» Work instructions:
Please copy each line of the data that includes the string "Hierro".

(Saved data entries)
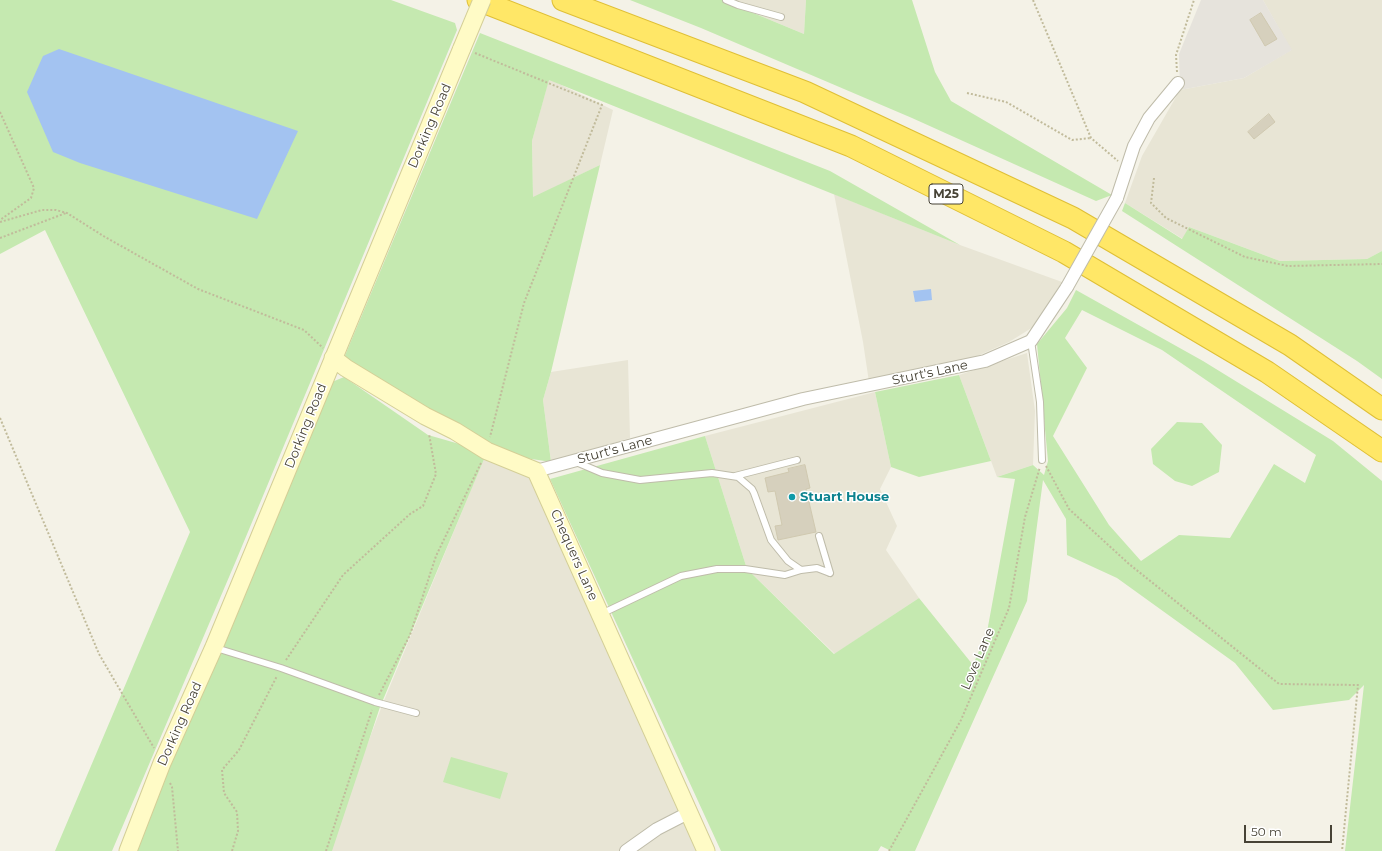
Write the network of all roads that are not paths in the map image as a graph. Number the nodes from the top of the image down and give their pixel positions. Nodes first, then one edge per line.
1 (478, 0) edge
2 (482, 0) edge
3 (563, 0) edge
4 (726, 0) edge
5 (781, 17) dead end
6 (1178, 83) road end
7 (1031, 341) junction
8 (333, 358) junction
9 (1382, 409) edge
10 (1382, 451) edge
11 (797, 460) dead end
12 (1042, 460) road end
13 (575, 461) junction
14 (536, 471) junction
15 (735, 476) junction
16 (819, 536) dead end
17 (801, 570) junction
18 (600, 614) junction
19 (214, 647) junction
20 (416, 713) dead end
21 (690, 812) junction
22 (128, 851) edge
23 (626, 851) edge
24 (706, 851) edge

1 - 10 highway, M25
2 - 8 main road, Dorking Road, bridge
3 - 9 highway, M25
4 - 5 lane
6 - 7 street, bridge
7 - 12 lane
7 - 13 street, Sturt's Lane
8 - 14 main road
8 - 19 main road, Dorking Road
11 - 15 lane
13 - 14 street, Sturt's Lane
13 - 15 lane
14 - 18 main road, Chequers Lane
15 - 17 lane
16 - 17 lane
17 - 18 lane
18 - 21 main road, Chequers Lane
19 - 20 lane
19 - 22 main road, Dorking Road
21 - 23 street
21 - 24 main road, Chequers Lane

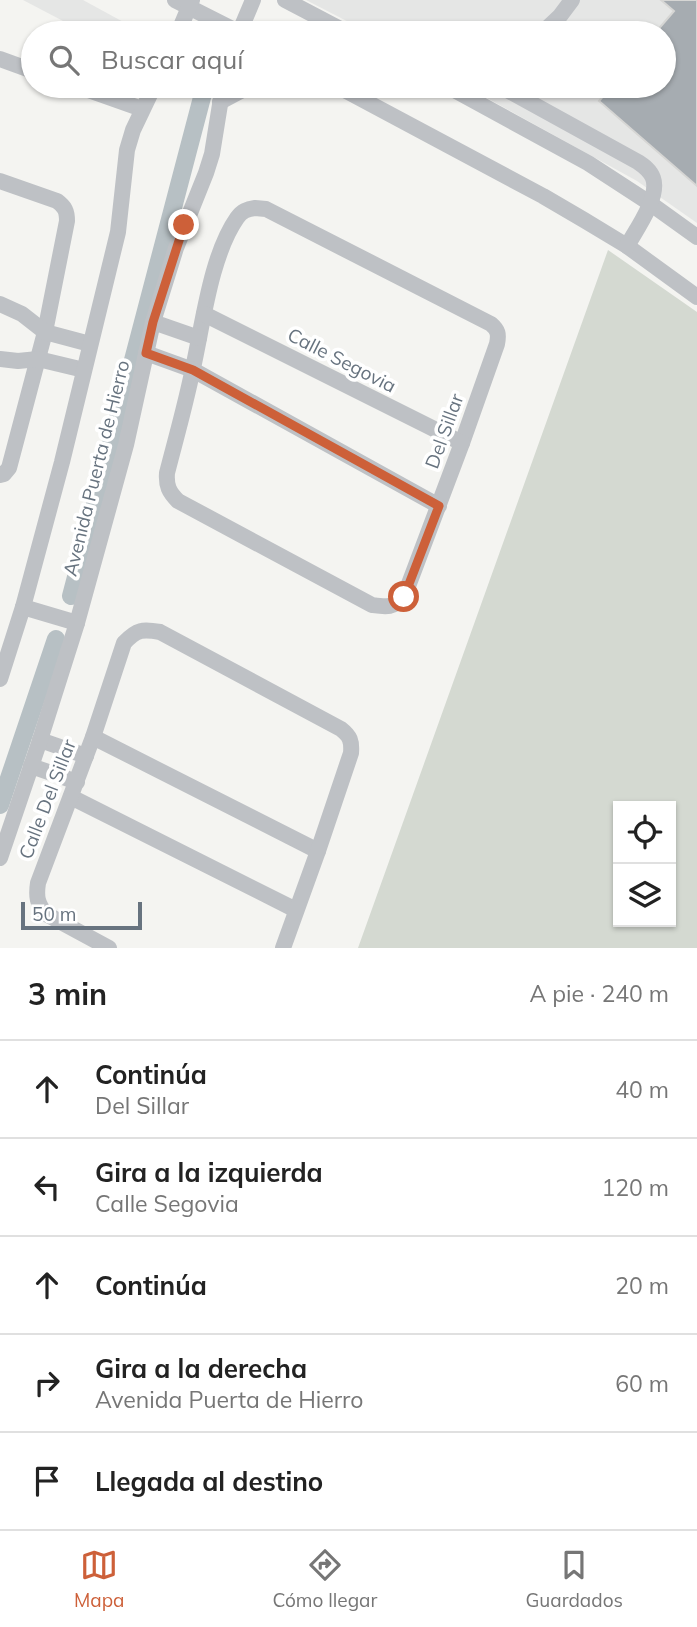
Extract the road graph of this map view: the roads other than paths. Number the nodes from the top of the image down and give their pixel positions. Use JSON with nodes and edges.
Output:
{"nodes":[{"id":1,"x":254,"y":0,"type":"edge"},
{"id":2,"x":285,"y":0,"type":"edge"},
{"id":3,"x":572,"y":0,"type":"edge"},
{"id":4,"x":186,"y":3,"type":"edge"},
{"id":5,"x":181,"y":21,"type":"edge"},
{"id":6,"x":218,"y":21,"type":"edge"},
{"id":7,"x":245,"y":21,"type":"edge"},
{"id":8,"x":325,"y":21,"type":"edge"},
{"id":9,"x":555,"y":21,"type":"edge"},
{"id":10,"x":0,"y":59,"type":"edge"},
{"id":11,"x":21,"y":67,"type":"edge"},
{"id":12,"x":111,"y":98,"type":"edge"},
{"id":13,"x":148,"y":98,"type":"edge"},
{"id":14,"x":220,"y":98,"type":"edge"},
{"id":15,"x":359,"y":98,"type":"edge"},
{"id":16,"x":469,"y":98,"type":"edge"},
{"id":17,"x":525,"y":98,"type":"edge"},
{"id":18,"x":142,"y":109,"type":"junction"},
{"id":19,"x":0,"y":181,"type":"edge"},
{"id":20,"x":651,"y":204,"type":"junction"},
{"id":21,"x":697,"y":237,"type":"edge"},
{"id":22,"x":627,"y":246,"type":"junction"},
{"id":23,"x":697,"y":297,"type":"edge"},
{"id":24,"x":0,"y":304,"type":"edge"},
{"id":25,"x":204,"y":313,"type":"junction"},
{"id":26,"x":153,"y":322,"type":"junction"},
{"id":27,"x":199,"y":338,"type":"junction"},
{"id":28,"x":90,"y":344,"type":"junction"},
{"id":29,"x":42,"y":345,"type":"junction"},
{"id":30,"x":146,"y":353,"type":"junction"},
{"id":31,"x":0,"y":359,"type":"edge"},
{"id":32,"x":84,"y":370,"type":"junction"},
{"id":33,"x":193,"y":370,"type":"junction"},
{"id":34,"x":462,"y":443,"type":"junction"},
{"id":35,"x":0,"y":475,"type":"edge"},
{"id":36,"x":439,"y":506,"type":"junction"},
{"id":37,"x":23,"y":607,"type":"junction"},
{"id":38,"x":77,"y":623,"type":"junction"},
{"id":39,"x":0,"y":679,"type":"edge"},
{"id":40,"x":93,"y":737,"type":"junction"},
{"id":41,"x":40,"y":740,"type":"junction"},
{"id":42,"x":86,"y":756,"type":"junction"},
{"id":43,"x":31,"y":766,"type":"junction"},
{"id":44,"x":74,"y":789,"type":"junction"},
{"id":45,"x":318,"y":851,"type":"junction"},
{"id":46,"x":0,"y":858,"type":"edge"},
{"id":47,"x":296,"y":910,"type":"junction"},
{"id":48,"x":109,"y":948,"type":"edge"},
{"id":49,"x":283,"y":948,"type":"edge"}],
"edges":[{"from":1,"to":7,"type":"street"},
{"from":2,"to":8,"type":"street"},
{"from":3,"to":9,"type":"street"},
{"from":4,"to":5,"type":"street"},
{"from":4,"to":6,"type":"street"},
{"from":10,"to":11,"type":"street"},
{"from":12,"to":18,"type":"street"},
{"from":13,"to":18,"type":"street","name":"Avenida Puerta de Hierro"},
{"from":14,"to":26,"type":"street","name":"Avenida Puerta de Hierro"},
{"from":15,"to":22,"type":"street"},
{"from":16,"to":20,"type":"street"},
{"from":17,"to":20,"type":"street"},
{"from":18,"to":28,"type":"street","name":"Avenida Puerta de Hierro"},
{"from":19,"to":29,"type":"street"},
{"from":20,"to":21,"type":"street"},
{"from":20,"to":22,"type":"street"},
{"from":22,"to":23,"type":"street"},
{"from":24,"to":29,"type":"street"},
{"from":25,"to":27,"type":"street"},
{"from":25,"to":34,"type":"street","name":"Calle Segovia"},
{"from":25,"to":34,"type":"street","name":"Del Sillar"},
{"from":26,"to":27,"type":"street"},
{"from":26,"to":30,"type":"street","name":"Avenida Puerta de Hierro"},
{"from":27,"to":33,"type":"street"},
{"from":28,"to":29,"type":"street"},
{"from":28,"to":32,"type":"street","name":"Avenida Puerta de Hierro"},
{"from":29,"to":31,"type":"street"},
{"from":29,"to":32,"type":"street"},
{"from":29,"to":35,"type":"street"},
{"from":30,"to":33,"type":"street"},
{"from":30,"to":38,"type":"street","name":"Avenida Puerta de Hierro"},
{"from":32,"to":37,"type":"street","name":"Avenida Puerta de Hierro"},
{"from":33,"to":36,"type":"street"},
{"from":33,"to":36,"type":"street","name":"Del Sillar"},
{"from":34,"to":36,"type":"street","name":"Del Sillar"},
{"from":37,"to":38,"type":"street"},
{"from":37,"to":39,"type":"street","name":"Avenida Puerta de Hierro"},
{"from":38,"to":41,"type":"street","name":"Avenida Puerta de Hierro"},
{"from":40,"to":42,"type":"street","name":"Calle Del Sillar"},
{"from":40,"to":45,"type":"street"},
{"from":40,"to":45,"type":"street","name":"Calle Del Sillar"},
{"from":41,"to":42,"type":"street"},
{"from":41,"to":43,"type":"street","name":"Avenida Puerta de Hierro"},
{"from":42,"to":44,"type":"street","name":"Calle Del Sillar"},
{"from":43,"to":44,"type":"street"},
{"from":43,"to":46,"type":"street","name":"Avenida Puerta de Hierro"},
{"from":44,"to":47,"type":"street"},
{"from":44,"to":48,"type":"street","name":"Calle Del Sillar"},
{"from":45,"to":47,"type":"street"},
{"from":47,"to":49,"type":"street"}]}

» Exercise answer:
{"from":13,"to":18,"type":"street","name":"Avenida Puerta de Hierro"},
{"from":14,"to":26,"type":"street","name":"Avenida Puerta de Hierro"},
{"from":18,"to":28,"type":"street","name":"Avenida Puerta de Hierro"},
{"from":26,"to":30,"type":"street","name":"Avenida Puerta de Hierro"},
{"from":28,"to":32,"type":"street","name":"Avenida Puerta de Hierro"},
{"from":30,"to":38,"type":"street","name":"Avenida Puerta de Hierro"},
{"from":32,"to":37,"type":"street","name":"Avenida Puerta de Hierro"},
{"from":37,"to":39,"type":"street","name":"Avenida Puerta de Hierro"},
{"from":38,"to":41,"type":"street","name":"Avenida Puerta de Hierro"},
{"from":41,"to":43,"type":"street","name":"Avenida Puerta de Hierro"},
{"from":43,"to":46,"type":"street","name":"Avenida Puerta de Hierro"},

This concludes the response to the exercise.